▶ [What to do] From the records below, copy every line that contains the word "白鳥豊橋線".

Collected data

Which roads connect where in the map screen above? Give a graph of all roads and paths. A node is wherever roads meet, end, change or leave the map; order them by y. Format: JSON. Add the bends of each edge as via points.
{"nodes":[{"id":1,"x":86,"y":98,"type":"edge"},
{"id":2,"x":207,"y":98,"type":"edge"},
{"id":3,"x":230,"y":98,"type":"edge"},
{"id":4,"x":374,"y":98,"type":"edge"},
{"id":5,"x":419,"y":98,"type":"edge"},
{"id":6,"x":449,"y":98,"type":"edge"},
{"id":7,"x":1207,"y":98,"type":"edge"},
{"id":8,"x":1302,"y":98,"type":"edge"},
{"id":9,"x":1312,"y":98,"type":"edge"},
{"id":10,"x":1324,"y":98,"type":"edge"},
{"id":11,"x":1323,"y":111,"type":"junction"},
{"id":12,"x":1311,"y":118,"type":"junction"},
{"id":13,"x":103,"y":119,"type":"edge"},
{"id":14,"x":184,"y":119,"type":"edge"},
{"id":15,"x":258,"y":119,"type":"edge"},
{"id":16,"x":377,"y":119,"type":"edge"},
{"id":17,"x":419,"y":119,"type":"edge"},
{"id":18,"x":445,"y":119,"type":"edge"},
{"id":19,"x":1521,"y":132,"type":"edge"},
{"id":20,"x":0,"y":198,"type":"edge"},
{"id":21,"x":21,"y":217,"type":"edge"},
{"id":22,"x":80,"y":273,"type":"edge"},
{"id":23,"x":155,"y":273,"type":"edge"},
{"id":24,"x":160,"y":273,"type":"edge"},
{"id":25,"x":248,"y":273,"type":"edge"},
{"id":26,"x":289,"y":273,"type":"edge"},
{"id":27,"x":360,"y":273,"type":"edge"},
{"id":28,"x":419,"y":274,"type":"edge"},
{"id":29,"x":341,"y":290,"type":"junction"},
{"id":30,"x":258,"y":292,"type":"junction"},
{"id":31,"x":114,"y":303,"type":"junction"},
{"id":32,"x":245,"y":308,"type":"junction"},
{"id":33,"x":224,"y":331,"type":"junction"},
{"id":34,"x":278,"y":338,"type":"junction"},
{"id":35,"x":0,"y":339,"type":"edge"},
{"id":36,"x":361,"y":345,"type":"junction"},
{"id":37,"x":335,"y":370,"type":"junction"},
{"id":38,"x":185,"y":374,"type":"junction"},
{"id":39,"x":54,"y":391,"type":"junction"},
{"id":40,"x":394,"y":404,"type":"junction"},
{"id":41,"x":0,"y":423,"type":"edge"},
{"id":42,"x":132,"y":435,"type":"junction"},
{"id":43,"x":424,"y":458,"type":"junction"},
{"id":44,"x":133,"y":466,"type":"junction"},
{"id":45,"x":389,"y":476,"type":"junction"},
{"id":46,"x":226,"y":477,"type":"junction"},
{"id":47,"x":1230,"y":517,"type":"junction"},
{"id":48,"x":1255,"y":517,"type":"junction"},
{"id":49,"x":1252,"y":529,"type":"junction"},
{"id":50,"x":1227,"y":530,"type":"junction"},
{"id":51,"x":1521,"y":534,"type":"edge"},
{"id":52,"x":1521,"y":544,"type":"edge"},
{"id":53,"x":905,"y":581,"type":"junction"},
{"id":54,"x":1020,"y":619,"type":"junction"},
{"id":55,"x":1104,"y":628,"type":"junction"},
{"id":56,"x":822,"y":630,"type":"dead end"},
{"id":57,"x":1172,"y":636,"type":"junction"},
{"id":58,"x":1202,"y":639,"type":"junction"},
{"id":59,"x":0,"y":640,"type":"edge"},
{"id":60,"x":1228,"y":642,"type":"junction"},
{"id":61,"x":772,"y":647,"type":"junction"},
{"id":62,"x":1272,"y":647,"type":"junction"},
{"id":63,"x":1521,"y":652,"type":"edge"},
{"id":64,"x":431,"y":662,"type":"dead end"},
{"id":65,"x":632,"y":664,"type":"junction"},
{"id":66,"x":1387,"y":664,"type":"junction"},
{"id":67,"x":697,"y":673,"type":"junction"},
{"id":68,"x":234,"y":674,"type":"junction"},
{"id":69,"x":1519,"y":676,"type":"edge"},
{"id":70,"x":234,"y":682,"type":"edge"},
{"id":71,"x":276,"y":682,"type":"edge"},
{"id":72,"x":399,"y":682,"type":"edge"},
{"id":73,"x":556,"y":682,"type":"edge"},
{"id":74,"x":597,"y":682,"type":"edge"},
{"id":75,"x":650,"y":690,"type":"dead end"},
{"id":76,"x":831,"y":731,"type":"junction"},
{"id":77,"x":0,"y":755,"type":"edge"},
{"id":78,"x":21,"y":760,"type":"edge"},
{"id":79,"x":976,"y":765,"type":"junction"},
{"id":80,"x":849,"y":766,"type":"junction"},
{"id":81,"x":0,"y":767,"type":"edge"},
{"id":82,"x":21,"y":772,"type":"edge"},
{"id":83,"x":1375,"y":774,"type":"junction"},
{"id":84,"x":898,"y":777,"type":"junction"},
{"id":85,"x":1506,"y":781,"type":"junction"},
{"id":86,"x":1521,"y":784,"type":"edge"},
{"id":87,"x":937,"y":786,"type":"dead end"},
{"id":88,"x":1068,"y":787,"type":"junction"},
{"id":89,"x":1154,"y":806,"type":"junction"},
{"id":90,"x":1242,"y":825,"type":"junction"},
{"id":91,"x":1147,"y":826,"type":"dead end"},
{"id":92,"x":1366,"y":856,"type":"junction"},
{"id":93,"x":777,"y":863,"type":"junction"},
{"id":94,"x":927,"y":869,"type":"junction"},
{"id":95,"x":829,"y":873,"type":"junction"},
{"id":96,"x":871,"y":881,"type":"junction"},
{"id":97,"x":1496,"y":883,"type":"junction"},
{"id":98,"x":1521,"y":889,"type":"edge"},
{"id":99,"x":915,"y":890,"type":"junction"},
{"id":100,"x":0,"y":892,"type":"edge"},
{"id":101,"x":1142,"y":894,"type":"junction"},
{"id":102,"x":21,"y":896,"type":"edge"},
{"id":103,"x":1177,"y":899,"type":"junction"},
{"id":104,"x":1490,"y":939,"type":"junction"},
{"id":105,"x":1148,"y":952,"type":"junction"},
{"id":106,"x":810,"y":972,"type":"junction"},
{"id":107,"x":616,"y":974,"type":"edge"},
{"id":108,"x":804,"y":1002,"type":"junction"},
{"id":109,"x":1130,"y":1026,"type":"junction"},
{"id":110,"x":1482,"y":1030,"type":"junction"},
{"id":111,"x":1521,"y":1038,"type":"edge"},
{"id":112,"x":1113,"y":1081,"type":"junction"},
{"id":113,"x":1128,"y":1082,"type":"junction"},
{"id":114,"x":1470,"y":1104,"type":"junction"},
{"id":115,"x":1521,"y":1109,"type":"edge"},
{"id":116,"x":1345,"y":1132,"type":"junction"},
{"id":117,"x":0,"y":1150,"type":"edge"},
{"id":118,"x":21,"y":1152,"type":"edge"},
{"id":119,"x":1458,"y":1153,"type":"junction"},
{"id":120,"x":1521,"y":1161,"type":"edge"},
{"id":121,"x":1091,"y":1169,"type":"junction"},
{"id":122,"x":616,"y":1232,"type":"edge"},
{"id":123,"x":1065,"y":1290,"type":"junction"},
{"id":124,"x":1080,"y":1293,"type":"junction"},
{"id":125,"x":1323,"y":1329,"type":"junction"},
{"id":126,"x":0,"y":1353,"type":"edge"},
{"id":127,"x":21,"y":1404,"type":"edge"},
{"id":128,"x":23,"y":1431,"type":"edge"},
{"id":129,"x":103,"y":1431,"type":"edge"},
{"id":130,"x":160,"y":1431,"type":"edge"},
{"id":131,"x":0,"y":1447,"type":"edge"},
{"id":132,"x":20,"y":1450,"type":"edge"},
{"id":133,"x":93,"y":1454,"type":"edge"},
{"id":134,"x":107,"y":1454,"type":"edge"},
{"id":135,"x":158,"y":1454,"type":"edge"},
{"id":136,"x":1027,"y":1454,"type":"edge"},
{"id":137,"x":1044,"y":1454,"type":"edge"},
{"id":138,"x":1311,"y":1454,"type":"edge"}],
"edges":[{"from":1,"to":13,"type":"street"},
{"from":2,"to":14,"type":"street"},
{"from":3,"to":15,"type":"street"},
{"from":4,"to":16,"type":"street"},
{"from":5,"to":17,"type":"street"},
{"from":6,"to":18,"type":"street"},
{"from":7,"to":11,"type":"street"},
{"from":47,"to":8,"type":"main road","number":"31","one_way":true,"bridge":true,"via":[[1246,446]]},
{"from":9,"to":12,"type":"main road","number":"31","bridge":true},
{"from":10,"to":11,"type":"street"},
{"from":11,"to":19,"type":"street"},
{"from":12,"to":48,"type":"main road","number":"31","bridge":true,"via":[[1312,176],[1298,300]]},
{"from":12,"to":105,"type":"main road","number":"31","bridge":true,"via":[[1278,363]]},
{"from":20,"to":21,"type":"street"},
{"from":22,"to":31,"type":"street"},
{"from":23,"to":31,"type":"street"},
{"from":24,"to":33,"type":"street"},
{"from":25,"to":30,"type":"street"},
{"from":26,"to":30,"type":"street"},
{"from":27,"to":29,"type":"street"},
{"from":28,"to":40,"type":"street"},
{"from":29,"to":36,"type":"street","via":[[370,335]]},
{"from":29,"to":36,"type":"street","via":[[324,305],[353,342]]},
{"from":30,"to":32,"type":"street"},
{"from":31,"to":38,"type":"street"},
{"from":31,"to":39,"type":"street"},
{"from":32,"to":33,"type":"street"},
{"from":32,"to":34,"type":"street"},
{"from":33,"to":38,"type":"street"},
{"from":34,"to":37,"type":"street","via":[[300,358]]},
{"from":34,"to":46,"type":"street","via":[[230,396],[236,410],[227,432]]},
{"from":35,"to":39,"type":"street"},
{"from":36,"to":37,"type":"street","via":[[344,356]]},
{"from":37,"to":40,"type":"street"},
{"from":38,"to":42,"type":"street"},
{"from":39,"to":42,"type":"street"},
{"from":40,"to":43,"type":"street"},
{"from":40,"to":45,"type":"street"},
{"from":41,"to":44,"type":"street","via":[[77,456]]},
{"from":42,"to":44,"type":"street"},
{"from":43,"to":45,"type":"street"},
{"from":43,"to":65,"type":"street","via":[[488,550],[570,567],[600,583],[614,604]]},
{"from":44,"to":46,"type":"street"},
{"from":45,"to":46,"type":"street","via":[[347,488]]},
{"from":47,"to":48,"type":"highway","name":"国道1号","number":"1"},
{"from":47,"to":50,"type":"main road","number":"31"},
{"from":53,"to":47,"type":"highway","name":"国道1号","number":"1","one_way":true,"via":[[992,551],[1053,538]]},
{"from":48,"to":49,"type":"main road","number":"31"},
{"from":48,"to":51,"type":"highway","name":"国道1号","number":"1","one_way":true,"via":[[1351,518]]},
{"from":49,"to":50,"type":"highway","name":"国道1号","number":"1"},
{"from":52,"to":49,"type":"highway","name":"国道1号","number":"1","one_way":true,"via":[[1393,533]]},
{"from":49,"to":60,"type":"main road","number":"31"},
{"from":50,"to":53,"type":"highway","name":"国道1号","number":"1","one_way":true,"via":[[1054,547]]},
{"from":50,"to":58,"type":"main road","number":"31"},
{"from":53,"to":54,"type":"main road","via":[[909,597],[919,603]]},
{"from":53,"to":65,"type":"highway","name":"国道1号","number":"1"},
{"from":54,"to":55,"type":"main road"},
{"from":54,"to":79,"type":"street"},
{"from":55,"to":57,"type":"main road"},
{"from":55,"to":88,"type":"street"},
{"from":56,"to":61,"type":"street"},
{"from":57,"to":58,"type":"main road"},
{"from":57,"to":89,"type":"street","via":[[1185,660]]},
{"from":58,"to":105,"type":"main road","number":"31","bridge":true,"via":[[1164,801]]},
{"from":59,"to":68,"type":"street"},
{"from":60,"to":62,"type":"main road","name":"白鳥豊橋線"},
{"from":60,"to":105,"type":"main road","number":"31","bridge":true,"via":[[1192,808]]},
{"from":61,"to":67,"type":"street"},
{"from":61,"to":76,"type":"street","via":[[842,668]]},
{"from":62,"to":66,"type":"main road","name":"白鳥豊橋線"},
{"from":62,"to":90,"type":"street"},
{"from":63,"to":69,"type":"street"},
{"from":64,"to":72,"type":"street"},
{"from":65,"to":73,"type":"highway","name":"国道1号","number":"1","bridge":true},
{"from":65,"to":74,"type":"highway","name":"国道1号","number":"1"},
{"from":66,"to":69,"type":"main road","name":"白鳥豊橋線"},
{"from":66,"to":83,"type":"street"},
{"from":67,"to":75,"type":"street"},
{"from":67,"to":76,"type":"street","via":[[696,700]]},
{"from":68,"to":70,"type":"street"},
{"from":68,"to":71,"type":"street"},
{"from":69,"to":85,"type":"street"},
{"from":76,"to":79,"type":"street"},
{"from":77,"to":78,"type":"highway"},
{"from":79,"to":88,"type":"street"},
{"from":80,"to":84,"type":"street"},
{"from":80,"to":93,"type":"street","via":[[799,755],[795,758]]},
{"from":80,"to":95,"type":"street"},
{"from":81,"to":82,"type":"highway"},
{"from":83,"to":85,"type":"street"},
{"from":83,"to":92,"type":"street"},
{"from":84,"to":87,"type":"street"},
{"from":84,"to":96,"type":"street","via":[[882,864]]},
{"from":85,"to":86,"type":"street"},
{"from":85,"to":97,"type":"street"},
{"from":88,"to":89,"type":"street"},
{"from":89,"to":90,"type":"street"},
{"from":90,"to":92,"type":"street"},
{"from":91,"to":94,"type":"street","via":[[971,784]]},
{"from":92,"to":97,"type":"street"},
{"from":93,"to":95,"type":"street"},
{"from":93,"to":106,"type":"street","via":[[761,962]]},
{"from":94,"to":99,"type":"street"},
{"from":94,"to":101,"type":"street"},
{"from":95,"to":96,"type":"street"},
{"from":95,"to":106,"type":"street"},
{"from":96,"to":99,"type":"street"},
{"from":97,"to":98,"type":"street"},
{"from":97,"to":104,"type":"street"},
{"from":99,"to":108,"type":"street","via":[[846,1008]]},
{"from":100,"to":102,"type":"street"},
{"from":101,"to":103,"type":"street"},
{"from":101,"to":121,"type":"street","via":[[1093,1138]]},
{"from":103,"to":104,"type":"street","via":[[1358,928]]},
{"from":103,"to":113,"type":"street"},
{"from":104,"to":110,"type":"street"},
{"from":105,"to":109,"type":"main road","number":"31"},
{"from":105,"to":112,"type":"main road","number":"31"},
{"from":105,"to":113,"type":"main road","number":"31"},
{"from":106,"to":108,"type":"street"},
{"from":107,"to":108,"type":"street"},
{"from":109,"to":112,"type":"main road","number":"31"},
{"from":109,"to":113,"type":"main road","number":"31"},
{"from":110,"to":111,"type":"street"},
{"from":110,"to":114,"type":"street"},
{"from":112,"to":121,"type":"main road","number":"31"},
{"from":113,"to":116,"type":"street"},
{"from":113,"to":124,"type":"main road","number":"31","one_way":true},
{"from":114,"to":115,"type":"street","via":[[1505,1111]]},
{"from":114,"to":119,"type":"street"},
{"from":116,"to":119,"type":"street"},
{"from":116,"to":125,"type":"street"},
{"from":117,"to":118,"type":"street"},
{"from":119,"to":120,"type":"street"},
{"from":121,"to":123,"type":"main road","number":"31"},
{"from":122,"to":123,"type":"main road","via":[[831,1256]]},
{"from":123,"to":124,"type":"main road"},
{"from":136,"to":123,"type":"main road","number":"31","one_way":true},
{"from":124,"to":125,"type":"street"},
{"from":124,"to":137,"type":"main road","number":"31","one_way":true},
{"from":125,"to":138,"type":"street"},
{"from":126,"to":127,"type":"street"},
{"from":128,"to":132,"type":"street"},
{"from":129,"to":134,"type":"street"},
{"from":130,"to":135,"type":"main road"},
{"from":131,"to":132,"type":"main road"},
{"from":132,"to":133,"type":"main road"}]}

▶ [Solved exercise]
{"from":60,"to":62,"type":"main road","name":"白鳥豊橋線"},
{"from":62,"to":66,"type":"main road","name":"白鳥豊橋線"},
{"from":66,"to":69,"type":"main road","name":"白鳥豊橋線"},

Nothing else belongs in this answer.